Exercise description. Number of lines below with the word "Corporate": give it and nothing more.

Input data.

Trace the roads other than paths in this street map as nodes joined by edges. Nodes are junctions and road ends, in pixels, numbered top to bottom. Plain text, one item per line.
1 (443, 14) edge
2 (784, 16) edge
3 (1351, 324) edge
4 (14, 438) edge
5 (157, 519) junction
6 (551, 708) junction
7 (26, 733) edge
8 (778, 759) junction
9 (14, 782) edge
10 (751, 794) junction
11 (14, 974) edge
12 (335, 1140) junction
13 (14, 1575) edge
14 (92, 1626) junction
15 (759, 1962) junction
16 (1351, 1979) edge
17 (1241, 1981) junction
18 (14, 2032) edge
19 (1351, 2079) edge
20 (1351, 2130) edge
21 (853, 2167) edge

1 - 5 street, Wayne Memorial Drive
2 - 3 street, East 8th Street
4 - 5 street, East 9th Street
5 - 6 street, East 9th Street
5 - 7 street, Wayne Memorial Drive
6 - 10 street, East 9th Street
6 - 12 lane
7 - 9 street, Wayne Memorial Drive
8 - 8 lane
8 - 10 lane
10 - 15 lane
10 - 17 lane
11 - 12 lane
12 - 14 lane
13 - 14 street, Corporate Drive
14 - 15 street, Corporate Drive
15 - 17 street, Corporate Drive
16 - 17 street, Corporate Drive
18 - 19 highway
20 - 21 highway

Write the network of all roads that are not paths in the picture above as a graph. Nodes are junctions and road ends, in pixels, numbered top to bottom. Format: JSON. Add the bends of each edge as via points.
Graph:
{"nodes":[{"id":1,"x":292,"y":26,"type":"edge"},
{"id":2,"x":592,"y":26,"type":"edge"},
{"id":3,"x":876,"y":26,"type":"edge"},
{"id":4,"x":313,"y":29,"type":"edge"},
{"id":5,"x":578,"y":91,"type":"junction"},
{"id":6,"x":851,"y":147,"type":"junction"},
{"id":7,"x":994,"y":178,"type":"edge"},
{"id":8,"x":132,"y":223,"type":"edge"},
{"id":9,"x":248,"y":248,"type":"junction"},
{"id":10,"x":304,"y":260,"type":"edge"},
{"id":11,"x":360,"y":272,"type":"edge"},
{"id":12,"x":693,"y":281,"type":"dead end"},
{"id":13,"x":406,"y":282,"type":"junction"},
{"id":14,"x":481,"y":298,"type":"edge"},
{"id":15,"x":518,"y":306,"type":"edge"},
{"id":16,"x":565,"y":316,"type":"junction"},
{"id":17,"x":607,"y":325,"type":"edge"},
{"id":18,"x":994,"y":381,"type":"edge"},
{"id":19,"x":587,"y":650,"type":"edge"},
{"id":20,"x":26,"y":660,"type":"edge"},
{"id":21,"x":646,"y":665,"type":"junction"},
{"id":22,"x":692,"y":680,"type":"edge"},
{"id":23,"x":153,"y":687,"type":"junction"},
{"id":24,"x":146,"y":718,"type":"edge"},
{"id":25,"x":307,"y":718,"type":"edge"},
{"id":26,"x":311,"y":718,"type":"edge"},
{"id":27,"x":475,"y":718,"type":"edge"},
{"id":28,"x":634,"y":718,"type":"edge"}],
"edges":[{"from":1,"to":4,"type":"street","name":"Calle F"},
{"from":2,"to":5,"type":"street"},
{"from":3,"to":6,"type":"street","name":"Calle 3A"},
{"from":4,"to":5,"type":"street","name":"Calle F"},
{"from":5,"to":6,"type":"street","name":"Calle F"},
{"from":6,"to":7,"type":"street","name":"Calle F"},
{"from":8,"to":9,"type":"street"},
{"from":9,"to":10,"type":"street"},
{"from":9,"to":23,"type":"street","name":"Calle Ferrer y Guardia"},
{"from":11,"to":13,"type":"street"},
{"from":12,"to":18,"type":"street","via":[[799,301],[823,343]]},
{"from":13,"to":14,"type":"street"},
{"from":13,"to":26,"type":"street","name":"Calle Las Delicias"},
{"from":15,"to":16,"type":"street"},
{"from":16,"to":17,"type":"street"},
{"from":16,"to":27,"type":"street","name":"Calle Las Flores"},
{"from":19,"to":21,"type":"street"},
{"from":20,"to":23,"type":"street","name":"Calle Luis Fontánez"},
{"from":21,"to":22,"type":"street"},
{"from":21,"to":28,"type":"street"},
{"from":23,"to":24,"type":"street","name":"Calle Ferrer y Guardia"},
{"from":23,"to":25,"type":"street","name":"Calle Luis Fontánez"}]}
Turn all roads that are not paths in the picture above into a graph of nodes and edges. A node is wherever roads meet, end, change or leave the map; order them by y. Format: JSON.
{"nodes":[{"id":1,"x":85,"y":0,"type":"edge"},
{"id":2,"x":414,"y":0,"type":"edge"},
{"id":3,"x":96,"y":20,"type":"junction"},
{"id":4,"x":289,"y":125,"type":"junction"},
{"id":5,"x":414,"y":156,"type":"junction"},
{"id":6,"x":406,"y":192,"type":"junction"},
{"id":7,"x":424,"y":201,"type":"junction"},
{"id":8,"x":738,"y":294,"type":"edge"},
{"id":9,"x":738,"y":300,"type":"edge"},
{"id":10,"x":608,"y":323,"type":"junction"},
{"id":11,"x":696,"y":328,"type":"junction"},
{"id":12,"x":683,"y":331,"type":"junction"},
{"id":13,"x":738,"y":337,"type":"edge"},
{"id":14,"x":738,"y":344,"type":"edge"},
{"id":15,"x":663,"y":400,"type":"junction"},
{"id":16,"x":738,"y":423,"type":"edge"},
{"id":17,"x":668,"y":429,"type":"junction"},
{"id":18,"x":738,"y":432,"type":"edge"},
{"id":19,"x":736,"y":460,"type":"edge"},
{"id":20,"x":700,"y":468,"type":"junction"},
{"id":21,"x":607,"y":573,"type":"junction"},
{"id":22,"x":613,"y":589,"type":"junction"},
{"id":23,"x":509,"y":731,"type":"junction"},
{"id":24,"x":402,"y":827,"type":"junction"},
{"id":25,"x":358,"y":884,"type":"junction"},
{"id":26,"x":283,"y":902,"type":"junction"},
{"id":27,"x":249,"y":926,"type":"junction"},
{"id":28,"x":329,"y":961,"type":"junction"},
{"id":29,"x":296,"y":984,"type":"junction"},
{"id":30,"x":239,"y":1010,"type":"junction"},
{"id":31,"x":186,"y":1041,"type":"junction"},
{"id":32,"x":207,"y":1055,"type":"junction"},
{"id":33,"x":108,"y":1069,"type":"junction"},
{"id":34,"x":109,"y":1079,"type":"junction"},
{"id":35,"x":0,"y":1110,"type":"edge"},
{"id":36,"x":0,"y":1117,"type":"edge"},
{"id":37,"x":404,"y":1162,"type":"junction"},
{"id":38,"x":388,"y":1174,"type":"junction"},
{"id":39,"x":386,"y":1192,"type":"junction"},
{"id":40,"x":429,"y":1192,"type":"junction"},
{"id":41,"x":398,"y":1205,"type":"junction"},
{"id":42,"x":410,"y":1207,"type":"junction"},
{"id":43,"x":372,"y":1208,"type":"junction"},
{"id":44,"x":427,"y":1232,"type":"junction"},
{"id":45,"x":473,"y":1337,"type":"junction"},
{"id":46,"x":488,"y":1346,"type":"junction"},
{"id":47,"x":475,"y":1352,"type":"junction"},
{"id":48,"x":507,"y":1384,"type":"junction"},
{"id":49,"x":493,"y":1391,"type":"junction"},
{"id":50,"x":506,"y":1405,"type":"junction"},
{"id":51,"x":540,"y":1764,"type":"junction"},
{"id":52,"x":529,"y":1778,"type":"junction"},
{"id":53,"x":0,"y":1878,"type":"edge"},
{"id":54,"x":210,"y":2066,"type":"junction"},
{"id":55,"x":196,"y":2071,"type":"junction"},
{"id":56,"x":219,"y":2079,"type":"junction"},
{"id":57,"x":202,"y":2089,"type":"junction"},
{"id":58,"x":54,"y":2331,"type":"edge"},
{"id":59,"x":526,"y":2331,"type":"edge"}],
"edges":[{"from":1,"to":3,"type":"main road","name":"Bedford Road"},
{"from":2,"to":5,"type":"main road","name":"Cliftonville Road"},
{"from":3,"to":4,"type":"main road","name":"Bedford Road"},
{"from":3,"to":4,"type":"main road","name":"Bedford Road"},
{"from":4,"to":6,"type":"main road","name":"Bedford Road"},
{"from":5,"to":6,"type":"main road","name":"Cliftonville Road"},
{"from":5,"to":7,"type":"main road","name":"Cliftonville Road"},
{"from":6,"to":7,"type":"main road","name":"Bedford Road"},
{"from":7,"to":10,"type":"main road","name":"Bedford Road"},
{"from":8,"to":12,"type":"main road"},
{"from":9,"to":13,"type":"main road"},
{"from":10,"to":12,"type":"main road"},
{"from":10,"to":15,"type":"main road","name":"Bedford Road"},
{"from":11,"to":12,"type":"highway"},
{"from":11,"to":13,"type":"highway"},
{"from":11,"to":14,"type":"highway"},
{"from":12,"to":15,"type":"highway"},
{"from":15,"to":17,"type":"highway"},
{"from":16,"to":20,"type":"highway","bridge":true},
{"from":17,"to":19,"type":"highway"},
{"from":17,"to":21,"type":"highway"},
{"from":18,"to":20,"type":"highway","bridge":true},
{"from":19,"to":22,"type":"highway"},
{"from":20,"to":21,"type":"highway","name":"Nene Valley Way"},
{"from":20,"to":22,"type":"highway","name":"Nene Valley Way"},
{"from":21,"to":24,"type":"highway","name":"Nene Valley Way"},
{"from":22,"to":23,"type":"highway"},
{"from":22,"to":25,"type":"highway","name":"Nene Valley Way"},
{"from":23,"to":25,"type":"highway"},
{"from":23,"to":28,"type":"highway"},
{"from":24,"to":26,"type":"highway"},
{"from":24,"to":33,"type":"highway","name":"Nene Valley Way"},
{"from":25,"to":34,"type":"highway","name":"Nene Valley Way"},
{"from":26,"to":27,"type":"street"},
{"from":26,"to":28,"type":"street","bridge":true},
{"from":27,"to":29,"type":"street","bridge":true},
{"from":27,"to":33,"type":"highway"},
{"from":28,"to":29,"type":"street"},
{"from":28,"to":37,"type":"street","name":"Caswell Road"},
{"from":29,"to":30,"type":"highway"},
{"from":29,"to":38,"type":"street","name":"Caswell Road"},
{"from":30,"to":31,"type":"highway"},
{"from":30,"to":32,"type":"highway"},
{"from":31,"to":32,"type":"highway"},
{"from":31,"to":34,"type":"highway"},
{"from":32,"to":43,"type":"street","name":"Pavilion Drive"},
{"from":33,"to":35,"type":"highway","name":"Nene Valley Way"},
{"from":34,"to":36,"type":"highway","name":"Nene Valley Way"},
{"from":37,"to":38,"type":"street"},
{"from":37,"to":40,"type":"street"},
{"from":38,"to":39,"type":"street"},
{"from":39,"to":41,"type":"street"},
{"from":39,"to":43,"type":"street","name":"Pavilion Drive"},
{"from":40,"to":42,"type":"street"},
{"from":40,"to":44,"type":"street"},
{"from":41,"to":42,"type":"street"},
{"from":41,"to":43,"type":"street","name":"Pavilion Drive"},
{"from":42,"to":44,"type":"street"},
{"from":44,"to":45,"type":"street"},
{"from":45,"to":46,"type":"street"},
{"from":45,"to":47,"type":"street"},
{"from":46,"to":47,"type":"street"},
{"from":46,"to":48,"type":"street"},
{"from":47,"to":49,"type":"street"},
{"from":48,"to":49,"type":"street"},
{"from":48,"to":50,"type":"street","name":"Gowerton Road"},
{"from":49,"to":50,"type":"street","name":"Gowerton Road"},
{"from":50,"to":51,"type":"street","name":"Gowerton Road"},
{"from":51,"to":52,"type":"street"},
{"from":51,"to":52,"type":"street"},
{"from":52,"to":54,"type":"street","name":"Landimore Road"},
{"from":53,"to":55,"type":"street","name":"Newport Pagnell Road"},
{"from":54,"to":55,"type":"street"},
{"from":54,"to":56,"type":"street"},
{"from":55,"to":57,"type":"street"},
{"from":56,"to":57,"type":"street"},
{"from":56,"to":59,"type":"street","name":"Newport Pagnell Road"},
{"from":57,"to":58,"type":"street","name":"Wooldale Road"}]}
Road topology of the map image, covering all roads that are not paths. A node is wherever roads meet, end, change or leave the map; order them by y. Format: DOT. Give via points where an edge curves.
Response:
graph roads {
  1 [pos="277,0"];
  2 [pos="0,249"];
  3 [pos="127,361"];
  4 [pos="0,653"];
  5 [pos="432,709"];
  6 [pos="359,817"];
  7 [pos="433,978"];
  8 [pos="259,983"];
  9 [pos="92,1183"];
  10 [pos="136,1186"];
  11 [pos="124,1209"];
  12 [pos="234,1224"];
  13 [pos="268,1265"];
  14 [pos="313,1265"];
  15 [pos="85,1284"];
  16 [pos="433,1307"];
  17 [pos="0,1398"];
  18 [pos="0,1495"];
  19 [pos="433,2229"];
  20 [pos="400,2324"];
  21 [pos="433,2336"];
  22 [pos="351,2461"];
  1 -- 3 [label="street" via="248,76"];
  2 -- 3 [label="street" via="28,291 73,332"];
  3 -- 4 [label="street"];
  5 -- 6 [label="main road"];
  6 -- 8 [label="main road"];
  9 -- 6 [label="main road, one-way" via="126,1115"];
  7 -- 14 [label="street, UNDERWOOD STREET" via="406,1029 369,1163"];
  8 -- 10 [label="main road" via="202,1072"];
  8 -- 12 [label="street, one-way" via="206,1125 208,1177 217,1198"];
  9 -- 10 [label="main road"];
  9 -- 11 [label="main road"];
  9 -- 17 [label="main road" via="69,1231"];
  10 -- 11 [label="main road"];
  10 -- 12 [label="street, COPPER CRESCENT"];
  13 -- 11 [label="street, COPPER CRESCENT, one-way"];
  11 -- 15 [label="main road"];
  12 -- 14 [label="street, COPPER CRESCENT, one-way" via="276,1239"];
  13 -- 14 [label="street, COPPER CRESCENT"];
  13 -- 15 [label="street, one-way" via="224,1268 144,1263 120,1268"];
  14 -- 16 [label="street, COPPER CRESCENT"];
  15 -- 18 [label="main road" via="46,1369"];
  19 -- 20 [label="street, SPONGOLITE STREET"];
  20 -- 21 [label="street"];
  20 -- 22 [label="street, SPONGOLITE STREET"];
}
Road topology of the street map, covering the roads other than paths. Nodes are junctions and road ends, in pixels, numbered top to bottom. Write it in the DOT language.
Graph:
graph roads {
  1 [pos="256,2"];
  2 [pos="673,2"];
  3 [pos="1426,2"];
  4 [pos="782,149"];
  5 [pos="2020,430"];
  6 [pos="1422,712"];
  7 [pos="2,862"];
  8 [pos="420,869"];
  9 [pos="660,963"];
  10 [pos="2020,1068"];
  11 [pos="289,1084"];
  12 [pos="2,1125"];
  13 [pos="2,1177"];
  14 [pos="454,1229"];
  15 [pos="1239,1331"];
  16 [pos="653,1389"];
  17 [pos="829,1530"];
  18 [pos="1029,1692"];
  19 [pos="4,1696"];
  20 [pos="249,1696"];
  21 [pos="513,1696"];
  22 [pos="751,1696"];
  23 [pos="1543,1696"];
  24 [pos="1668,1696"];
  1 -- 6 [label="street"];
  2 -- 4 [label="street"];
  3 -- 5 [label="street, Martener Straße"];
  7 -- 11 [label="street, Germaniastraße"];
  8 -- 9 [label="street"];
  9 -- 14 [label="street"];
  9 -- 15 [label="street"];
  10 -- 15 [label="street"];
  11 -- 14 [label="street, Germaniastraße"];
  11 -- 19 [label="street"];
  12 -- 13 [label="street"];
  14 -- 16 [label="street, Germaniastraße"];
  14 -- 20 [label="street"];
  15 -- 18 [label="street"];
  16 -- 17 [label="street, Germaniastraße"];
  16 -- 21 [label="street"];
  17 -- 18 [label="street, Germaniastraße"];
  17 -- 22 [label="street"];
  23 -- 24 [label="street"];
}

The completed task. 4